摘要: 目的：探讨以自主神经功能障碍为首发表现的行为变异型额颞叶痴呆(bvFTD)的临床特征及诊断要点。方法：回顾性分析1例以体位性晕厥起病的bvFTD 66岁男性患者资料，结合神经心理、影像及基因检测结果，并复习文献。结果：患者反复出现体位性晕厥(直立倾斜试验阳性)，4年后逐渐出现刻板行为、暴食及认知下降。神经心理评估提示重度认知障碍。颅脑MRI示双侧额颞叶萎缩，PET-CT提示额颞叶及岛叶代谢减低且Aβ阴性。排除阿尔茨海默病、多系统萎缩等疾病后，确诊bvFTD。治疗后晕厥未再发，但语言功能下降。结论：以自主神经功能障碍起病的bvFTD较为罕见，易误诊；“体位性低血压 + 额颞叶萎缩 + Aβ阴性”可作为高度提示性的特征组合，早期完善检查并随访有助于减少误诊。

Abstract: Objective: To explore the clinical characteristics and diagnostic key points of behavioral variant frontotemporal dementia (bvFTD) presenting with autonomic dysfunction as the initial manifestation. Methods: We retrospectively analyzed a case of bvFTD in a 66-year-old man who presented with postural syncope. Diagnosis was consolidated through neuropsychological assessment, imaging, and genetic testing, and a review of relevant literature. Results: The patient experienced recurrent postural syncope (positive head-up tilt test) followed by stereotyped behaviors, binge eating, and cognitive decline over four years.

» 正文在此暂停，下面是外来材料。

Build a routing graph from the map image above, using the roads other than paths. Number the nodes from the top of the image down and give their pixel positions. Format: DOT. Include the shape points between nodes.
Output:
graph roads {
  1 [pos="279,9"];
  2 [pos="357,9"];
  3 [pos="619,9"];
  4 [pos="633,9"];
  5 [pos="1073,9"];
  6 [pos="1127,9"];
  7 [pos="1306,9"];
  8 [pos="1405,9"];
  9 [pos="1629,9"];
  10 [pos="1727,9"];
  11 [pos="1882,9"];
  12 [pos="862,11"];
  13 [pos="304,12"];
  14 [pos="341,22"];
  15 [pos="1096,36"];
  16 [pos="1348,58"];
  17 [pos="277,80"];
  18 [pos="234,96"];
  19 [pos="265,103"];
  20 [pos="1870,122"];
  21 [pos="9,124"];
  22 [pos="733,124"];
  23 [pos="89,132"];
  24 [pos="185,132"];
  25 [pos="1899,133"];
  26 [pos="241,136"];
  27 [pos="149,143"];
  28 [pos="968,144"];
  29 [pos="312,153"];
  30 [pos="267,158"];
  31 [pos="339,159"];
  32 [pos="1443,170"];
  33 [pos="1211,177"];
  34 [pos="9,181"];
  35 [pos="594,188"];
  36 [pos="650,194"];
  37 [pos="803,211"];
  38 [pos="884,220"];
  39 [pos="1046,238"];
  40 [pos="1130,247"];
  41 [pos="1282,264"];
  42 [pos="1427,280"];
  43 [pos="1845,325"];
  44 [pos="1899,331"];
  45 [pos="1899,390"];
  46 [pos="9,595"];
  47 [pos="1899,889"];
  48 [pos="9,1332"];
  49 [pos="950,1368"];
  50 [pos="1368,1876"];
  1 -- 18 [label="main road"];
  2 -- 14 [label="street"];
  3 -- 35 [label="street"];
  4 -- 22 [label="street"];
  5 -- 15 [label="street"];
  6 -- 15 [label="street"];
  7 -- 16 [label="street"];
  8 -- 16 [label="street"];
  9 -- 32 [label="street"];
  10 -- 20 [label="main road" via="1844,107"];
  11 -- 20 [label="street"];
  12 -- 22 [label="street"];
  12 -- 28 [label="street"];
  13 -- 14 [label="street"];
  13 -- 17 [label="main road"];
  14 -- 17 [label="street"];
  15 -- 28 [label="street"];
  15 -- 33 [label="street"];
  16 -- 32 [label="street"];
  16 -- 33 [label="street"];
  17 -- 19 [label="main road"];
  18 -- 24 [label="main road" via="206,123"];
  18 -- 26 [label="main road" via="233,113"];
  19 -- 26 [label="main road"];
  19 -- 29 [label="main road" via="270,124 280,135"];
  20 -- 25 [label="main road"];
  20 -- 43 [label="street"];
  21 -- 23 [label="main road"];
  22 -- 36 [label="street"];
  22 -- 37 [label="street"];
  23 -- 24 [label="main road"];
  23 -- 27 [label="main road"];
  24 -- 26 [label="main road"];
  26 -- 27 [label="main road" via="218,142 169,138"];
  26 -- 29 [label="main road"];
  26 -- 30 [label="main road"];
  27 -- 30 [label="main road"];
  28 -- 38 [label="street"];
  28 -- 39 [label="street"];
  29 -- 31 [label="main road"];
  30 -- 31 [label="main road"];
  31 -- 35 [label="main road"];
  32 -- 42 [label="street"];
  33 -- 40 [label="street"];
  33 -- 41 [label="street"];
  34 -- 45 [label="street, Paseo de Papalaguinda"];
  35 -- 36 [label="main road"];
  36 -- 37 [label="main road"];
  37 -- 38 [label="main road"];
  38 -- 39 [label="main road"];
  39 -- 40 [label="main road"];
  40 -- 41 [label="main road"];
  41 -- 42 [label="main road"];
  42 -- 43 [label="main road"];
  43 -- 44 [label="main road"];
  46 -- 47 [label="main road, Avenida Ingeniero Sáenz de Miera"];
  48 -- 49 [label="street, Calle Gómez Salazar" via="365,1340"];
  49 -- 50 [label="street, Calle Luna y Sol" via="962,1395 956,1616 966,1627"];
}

Neuropsychological assessment indicated severe cognitive impairment. Cranial MRI revealed bilateral frontotemporal atrophy, and PET-CT showed hypometabolism in the frontotemporal lobes and insula, with Aβ negativity. After excluding Alzheimer’s disease and multiple system atrophy, a definitive diagnosis of bvFTD was made. After treatment, syncope was resolved, but progressive language decline was observed. Conclusion: bvFTD manifesting initially with autonomic dysfunction is rare and prone to misdiagnosis. The triad of “postural hypotension, frontotemporal atrophy, and Aβ negativity” constitutes a highly suggestive diagnostic clue. Early comprehensive evaluation and sustained follow-up are essential for accurate diagnosis.